Bu nedenle İsrail-Türkiye ekonomik işbirliği konusunda çok optimistim – bu işbirliği yalnızca ikili siyasi bağlarımız için kıymetli olmakla kalmayacak, tıpkı vakitte bölgemizde daha düzgün bir gelecek vaat etme konusundaki karşılıklı yeteneğimizin artmasını da sağlayacaktır.
Erez Organize Bölge’nin yenilenmesi için bir plan mevcut değil
* Bir devir çok sık gündeme gelen Erez Organize Sanayi Bölgesi projesinin geldiği noktayı kıymetlendirebilir misiniz? Projeden vaz mı geçildi? Yoksa yeni adımlar atılabilir mi?
İsrail’in Gazze Şeridi’nden tek taraflı olarak çekilmesinden çabucak evvel, 2004 yılında, Erez Sanayi Bölgesi’nde faaliyetler durduruldu. Bu evrede kimi Türk iş insanları, İsrail’in çekilmesinden sonra bu bölgenin işletmesini üstlenmek istediklerini lisana getirdiler. Fakat bu teşebbüs hiçbir vakit hayata geçmedi.
Hamas, 2006’da iktidara gelip Gazze’nin denetimini ele aldığından beri fakirleşen mali kaynaklarını ve yurtdışından gelen yardımları kendi vatandaşlarına ve onların refahına değil, askeri kapasitelerine ve terörün yayılmasına kullanmayı tercih etti.
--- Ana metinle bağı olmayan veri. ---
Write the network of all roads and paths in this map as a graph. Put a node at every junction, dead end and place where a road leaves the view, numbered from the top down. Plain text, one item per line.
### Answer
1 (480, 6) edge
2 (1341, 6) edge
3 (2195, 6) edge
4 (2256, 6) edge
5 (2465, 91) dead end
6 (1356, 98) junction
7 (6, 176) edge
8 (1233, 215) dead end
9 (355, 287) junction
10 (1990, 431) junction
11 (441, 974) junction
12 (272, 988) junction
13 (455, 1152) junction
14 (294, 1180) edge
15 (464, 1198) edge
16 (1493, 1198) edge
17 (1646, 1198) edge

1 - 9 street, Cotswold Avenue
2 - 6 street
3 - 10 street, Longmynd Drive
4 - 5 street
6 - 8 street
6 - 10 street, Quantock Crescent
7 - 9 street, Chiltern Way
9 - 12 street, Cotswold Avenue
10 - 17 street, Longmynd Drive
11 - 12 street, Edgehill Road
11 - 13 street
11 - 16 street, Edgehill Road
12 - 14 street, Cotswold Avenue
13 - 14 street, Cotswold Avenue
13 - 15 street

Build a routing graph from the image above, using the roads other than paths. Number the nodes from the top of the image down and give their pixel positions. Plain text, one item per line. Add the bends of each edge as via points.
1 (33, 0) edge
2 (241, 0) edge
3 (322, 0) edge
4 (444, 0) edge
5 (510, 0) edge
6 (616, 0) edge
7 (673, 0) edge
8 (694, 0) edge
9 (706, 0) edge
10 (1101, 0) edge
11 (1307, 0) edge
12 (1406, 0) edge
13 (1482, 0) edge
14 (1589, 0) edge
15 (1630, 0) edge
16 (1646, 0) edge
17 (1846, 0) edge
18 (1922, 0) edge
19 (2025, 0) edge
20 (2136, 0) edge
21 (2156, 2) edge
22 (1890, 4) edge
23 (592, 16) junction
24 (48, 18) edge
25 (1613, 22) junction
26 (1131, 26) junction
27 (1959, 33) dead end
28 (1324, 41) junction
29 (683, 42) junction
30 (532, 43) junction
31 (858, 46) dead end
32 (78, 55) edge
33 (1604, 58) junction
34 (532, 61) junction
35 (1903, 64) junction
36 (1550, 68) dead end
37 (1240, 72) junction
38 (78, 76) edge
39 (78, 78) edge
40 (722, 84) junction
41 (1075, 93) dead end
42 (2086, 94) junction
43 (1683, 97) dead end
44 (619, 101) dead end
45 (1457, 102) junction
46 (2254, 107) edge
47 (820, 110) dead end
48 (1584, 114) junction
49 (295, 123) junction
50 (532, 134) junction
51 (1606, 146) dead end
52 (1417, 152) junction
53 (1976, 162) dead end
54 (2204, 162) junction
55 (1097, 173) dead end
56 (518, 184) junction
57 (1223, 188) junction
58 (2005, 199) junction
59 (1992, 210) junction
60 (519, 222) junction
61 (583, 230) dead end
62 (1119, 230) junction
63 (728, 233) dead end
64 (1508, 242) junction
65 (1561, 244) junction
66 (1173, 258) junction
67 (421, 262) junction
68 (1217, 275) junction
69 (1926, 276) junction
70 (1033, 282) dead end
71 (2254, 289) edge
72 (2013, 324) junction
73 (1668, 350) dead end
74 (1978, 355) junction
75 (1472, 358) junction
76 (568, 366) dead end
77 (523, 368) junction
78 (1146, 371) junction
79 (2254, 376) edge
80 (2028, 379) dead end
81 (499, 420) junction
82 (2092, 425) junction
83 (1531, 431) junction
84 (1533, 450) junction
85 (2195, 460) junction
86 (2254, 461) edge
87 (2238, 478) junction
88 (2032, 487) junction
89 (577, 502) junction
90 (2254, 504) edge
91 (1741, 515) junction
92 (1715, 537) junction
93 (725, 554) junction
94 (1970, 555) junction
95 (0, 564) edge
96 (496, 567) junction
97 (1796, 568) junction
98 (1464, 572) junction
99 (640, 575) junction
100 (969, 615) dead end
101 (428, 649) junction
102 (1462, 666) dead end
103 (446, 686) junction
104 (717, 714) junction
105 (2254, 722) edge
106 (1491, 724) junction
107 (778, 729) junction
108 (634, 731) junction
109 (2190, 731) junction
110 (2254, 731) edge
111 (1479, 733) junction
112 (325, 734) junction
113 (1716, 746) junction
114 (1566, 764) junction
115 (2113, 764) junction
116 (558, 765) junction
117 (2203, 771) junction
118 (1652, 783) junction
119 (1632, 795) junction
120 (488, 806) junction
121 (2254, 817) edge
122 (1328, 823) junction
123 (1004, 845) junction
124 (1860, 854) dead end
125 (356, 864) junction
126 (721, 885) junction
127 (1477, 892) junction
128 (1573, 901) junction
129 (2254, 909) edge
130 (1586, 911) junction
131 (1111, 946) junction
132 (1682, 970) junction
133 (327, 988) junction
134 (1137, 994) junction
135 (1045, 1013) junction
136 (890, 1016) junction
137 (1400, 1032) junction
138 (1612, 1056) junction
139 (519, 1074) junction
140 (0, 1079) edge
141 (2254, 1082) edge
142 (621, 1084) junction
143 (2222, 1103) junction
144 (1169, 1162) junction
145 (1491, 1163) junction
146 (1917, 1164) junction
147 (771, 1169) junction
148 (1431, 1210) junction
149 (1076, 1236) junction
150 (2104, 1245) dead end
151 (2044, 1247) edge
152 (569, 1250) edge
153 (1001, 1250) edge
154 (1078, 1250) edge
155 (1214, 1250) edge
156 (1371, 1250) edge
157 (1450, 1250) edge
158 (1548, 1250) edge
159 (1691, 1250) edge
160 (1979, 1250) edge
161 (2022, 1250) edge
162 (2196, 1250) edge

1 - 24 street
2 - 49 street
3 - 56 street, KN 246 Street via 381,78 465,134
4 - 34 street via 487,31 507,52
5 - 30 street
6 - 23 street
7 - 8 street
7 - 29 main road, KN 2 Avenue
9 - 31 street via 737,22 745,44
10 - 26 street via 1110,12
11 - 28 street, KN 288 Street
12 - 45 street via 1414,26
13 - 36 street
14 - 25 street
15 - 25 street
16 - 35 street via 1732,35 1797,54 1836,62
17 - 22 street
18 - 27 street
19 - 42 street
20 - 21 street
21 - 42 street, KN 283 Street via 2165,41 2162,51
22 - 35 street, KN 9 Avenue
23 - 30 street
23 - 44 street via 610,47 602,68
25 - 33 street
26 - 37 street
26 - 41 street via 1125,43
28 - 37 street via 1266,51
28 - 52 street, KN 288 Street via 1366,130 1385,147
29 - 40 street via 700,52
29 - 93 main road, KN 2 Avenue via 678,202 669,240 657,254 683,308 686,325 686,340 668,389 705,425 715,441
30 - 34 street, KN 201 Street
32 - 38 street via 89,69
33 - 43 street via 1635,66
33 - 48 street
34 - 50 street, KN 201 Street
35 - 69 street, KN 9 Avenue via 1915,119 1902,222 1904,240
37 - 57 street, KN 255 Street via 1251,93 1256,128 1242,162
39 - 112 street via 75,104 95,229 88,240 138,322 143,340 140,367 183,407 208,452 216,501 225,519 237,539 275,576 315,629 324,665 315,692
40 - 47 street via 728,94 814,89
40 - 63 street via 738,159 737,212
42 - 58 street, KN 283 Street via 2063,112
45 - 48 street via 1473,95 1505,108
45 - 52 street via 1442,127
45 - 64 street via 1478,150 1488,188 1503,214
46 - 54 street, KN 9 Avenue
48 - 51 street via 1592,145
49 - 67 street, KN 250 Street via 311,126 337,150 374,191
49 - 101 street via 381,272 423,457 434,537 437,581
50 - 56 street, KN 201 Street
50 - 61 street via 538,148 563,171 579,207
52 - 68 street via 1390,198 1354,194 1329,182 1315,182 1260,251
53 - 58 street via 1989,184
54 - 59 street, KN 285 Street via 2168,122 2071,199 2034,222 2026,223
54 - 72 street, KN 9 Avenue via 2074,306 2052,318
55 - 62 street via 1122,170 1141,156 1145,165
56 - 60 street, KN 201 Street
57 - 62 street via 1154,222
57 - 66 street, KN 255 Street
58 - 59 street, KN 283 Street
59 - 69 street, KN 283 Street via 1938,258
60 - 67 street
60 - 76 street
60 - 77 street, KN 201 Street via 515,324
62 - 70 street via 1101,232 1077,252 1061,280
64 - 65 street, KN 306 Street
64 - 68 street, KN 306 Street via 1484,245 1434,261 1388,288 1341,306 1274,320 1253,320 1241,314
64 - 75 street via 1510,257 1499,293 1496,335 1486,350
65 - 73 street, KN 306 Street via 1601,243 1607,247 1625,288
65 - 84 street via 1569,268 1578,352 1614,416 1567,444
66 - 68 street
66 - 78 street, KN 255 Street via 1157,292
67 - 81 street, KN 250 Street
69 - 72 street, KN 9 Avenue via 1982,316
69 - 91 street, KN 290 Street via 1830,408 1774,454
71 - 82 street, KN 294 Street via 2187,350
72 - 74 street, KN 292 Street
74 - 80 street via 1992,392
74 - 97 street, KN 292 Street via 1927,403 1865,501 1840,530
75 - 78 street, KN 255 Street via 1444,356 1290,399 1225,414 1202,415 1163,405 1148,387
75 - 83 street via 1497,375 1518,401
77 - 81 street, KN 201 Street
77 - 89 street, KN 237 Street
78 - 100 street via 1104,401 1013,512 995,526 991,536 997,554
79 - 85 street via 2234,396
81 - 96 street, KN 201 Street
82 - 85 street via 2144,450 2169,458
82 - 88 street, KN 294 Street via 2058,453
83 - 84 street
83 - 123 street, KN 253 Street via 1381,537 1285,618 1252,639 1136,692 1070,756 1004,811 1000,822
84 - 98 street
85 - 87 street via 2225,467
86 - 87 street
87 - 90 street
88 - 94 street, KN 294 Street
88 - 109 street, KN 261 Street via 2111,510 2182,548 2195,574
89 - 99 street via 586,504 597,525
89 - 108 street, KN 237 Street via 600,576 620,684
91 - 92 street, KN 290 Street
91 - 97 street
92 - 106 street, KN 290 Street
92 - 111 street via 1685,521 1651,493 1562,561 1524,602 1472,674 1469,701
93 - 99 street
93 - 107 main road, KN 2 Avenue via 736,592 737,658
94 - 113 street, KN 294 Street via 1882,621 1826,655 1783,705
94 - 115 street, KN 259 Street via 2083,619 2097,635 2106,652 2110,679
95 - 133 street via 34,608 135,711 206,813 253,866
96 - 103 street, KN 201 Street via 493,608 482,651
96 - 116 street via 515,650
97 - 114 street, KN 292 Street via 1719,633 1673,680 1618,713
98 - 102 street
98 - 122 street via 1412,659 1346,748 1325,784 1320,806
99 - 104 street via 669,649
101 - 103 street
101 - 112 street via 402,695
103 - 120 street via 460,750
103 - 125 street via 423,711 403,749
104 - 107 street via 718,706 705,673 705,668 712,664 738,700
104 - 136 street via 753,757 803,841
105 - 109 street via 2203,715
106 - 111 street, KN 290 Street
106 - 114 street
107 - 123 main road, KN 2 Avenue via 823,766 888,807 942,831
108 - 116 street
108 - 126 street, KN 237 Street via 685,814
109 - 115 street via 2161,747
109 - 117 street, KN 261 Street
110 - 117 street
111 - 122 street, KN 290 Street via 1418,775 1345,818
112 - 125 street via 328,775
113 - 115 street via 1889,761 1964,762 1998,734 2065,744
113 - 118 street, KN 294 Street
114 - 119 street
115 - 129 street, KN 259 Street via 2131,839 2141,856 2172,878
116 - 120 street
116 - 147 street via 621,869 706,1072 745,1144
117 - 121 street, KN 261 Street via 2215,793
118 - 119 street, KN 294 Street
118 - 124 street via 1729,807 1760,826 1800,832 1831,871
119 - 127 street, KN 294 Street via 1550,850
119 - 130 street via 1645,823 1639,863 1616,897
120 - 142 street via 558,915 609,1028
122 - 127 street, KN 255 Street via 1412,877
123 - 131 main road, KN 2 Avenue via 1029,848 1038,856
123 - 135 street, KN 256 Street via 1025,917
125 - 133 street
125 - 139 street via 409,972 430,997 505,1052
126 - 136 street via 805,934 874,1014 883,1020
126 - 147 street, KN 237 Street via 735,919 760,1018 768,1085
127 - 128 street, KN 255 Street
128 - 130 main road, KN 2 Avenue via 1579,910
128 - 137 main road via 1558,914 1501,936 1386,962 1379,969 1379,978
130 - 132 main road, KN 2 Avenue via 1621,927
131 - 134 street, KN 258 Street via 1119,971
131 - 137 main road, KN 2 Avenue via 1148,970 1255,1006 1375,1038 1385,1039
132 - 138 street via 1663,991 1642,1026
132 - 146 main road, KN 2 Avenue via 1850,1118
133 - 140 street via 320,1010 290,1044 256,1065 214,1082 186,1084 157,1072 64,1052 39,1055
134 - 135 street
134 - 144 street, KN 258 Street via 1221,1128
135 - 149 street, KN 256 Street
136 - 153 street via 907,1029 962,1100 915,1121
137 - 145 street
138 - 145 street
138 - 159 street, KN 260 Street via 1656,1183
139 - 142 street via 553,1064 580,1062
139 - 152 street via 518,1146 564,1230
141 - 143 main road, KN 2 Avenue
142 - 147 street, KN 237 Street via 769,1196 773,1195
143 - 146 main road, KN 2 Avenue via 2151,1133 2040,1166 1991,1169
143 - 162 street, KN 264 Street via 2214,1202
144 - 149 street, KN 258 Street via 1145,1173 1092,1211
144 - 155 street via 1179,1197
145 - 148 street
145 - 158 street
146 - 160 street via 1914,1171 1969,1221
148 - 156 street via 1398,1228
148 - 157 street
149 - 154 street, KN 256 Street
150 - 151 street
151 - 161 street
Hasebiyle, Erez Sanayi Bölgesi terk edildi ve harabeye döndü.
Yakın vakit evvel, birtakım İsrailli yatırımcılar, hududa yakın taşra belediyelerinin liderleri ve İsrail Savunma Kuvvetleri tarafından Erez Sanayi Bölgesi’ni yenilemek için yeni bir teşebbüste bulunuldu. Bu projeyle hedefl enen, hem İsrail’den hem de dünyadan yatırımcıları çekecek bu bölgede binlerce Gazzeli’nin çalışabilmesi ve geçimini sağlayabilmesi.
Bu proje şimdi başlangıç kademesinde. Lakin fizibilite ve planlama etapları tamamlandıktan sonra etrafl ıca görüşülmek üzere hükümete sunulacak. Münasebetiyle şu noktada Erez Organize Sanayi Bölgesi’nin yenilenmesi için bir plan mevcut değil.
İsrail, Gazze vatandaşları için daha güzel ekonomik şartlar geliştirilmesinin kıymetinin farkında ve Gazzelilerin İsrail’de çalışmasına, ticaret ve ihracat yapmasına müsaade veren müsaadelerin sayısını artırdı. Bu düzgün niyet adımları, Hamas’ın terör yayma kapasitesini artırma isteğine değil, kendi halkının barış içinde yaşamasına ve iktisadını iyileştirmesine müsaade verme isteğine bağlıdır.